Drop all images. Then write out each line below exactly as given.

Listed records ::
□ □ □ □ □

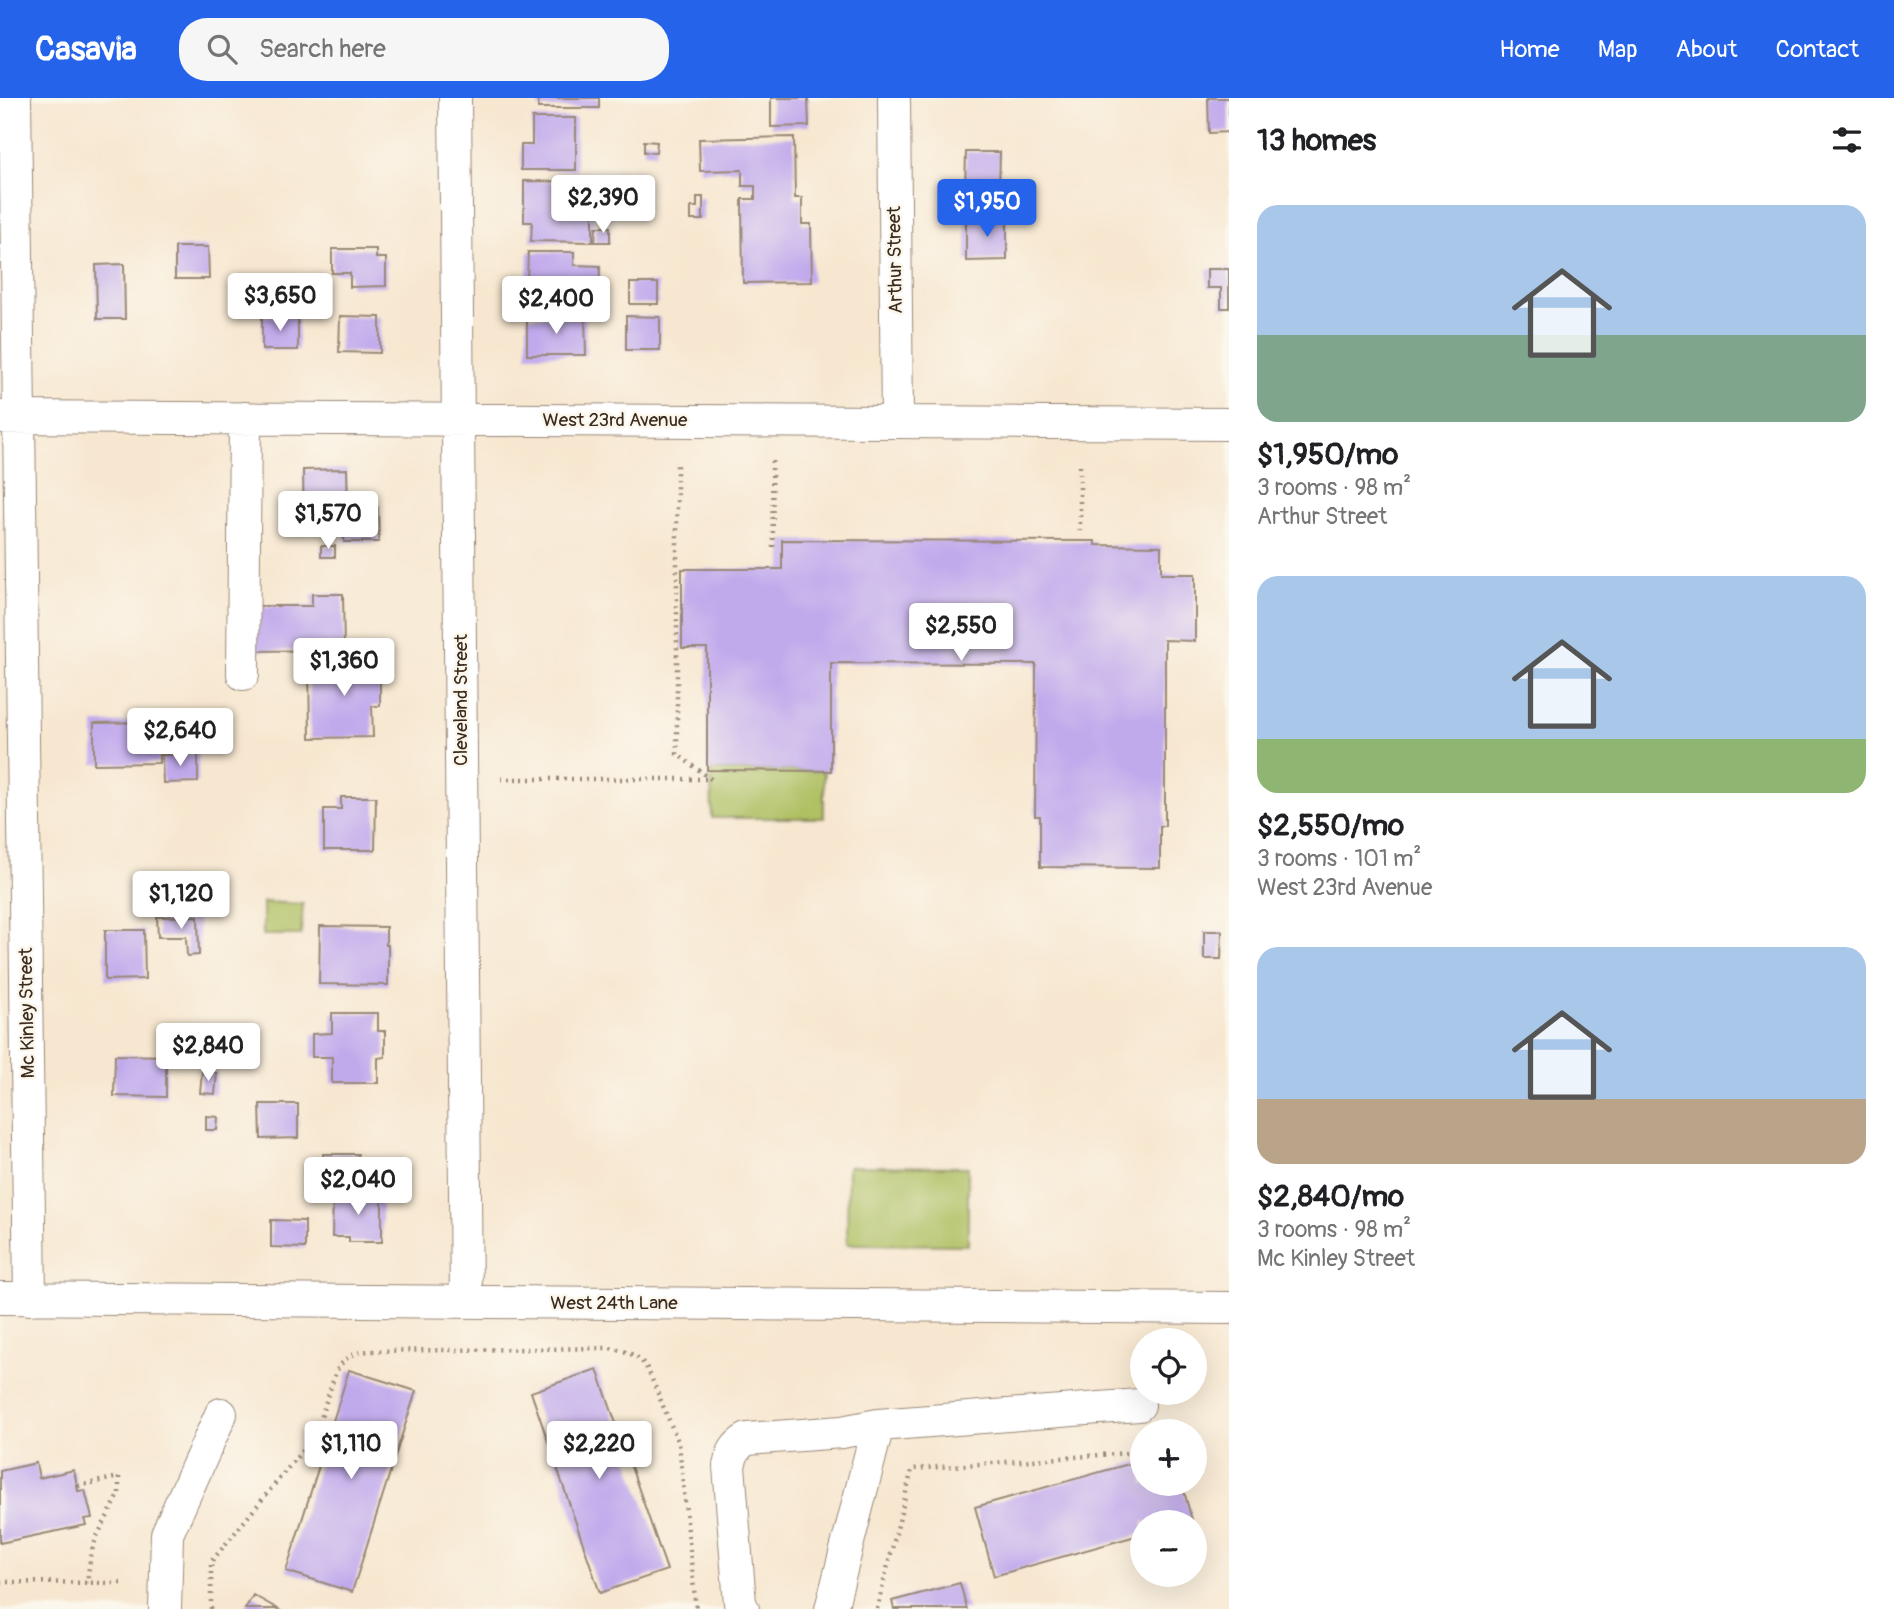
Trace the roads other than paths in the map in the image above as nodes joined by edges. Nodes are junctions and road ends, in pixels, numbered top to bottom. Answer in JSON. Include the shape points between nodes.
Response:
{"nodes":[{"id":1,"x":15,"y":98,"type":"edge"},
{"id":2,"x":455,"y":98,"type":"edge"},
{"id":3,"x":894,"y":98,"type":"edge"},
{"id":4,"x":10,"y":417,"type":"edge"},
{"id":5,"x":245,"y":418,"type":"junction"},
{"id":6,"x":459,"y":419,"type":"junction"},
{"id":7,"x":897,"y":422,"type":"junction"},
{"id":8,"x":1229,"y":424,"type":"edge"},
{"id":9,"x":243,"y":674,"type":"dead end"},
{"id":10,"x":15,"y":1298,"type":"edge"},
{"id":11,"x":466,"y":1302,"type":"junction"},
{"id":12,"x":1229,"y":1308,"type":"edge"},
{"id":13,"x":1139,"y":1405,"type":"dead end"},
{"id":14,"x":221,"y":1414,"type":"dead end"},
{"id":15,"x":878,"y":1425,"type":"junction"},
{"id":16,"x":165,"y":1609,"type":"edge"},
{"id":17,"x":743,"y":1609,"type":"edge"},
{"id":18,"x":831,"y":1609,"type":"edge"}],
"edges":[{"from":1,"to":4,"type":"street","name":"Mc Kinley Street"},
{"from":2,"to":6,"type":"street","name":"Cleveland Street"},
{"from":3,"to":7,"type":"street","name":"Arthur Street"},
{"from":4,"to":5,"type":"street","name":"West 23rd Avenue"},
{"from":4,"to":10,"type":"street","name":"Mc Kinley Street"},
{"from":5,"to":6,"type":"street","name":"West 23rd Avenue"},
{"from":5,"to":9,"type":"street"},
{"from":6,"to":7,"type":"street","name":"West 23rd Avenue"},
{"from":6,"to":11,"type":"street","name":"Cleveland Street"},
{"from":7,"to":8,"type":"street","name":"West 23rd Avenue"},
{"from":10,"to":11,"type":"street","name":"West 24th Lane"},
{"from":11,"to":12,"type":"street","name":"West 24th Lane"},
{"from":13,"to":15,"type":"street"},
{"from":14,"to":16,"type":"street","via":[[167,1534]]},
{"from":15,"to":17,"type":"street","via":[[747,1439],[732,1453],[729,1466]]},
{"from":15,"to":18,"type":"street"}]}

□ □ □ □ □

Exercise response ::
Trace the roads other than paths in the map in the image above as nodes joined by edges. Nodes are junctions and road ends, in pixels, numbered top to bottom. Answer in JSON. Include the shape points between nodes.
Response:
{"nodes":[{"id":1,"x":15,"y":98,"type":"edge"},
{"id":2,"x":455,"y":98,"type":"edge"},
{"id":3,"x":894,"y":98,"type":"edge"},
{"id":4,"x":10,"y":417,"type":"edge"},
{"id":5,"x":245,"y":418,"type":"junction"},
{"id":6,"x":459,"y":419,"type":"junction"},
{"id":7,"x":897,"y":422,"type":"junction"},
{"id":8,"x":1229,"y":424,"type":"edge"},
{"id":9,"x":243,"y":674,"type":"dead end"},
{"id":10,"x":15,"y":1298,"type":"edge"},
{"id":11,"x":466,"y":1302,"type":"junction"},
{"id":12,"x":1229,"y":1308,"type":"edge"},
{"id":13,"x":1139,"y":1405,"type":"dead end"},
{"id":14,"x":221,"y":1414,"type":"dead end"},
{"id":15,"x":878,"y":1425,"type":"junction"},
{"id":16,"x":165,"y":1609,"type":"edge"},
{"id":17,"x":743,"y":1609,"type":"edge"},
{"id":18,"x":831,"y":1609,"type":"edge"}],
"edges":[{"from":1,"to":4,"type":"street","name":"Mc Kinley Street"},
{"from":2,"to":6,"type":"street","name":"Cleveland Street"},
{"from":3,"to":7,"type":"street","name":"Arthur Street"},
{"from":4,"to":5,"type":"street","name":"West 23rd Avenue"},
{"from":4,"to":10,"type":"street","name":"Mc Kinley Street"},
{"from":5,"to":6,"type":"street","name":"West 23rd Avenue"},
{"from":5,"to":9,"type":"street"},
{"from":6,"to":7,"type":"street","name":"West 23rd Avenue"},
{"from":6,"to":11,"type":"street","name":"Cleveland Street"},
{"from":7,"to":8,"type":"street","name":"West 23rd Avenue"},
{"from":10,"to":11,"type":"street","name":"West 24th Lane"},
{"from":11,"to":12,"type":"street","name":"West 24th Lane"},
{"from":13,"to":15,"type":"street"},
{"from":14,"to":16,"type":"street","via":[[167,1534]]},
{"from":15,"to":17,"type":"street","via":[[747,1439],[732,1453],[729,1466]]},
{"from":15,"to":18,"type":"street"}]}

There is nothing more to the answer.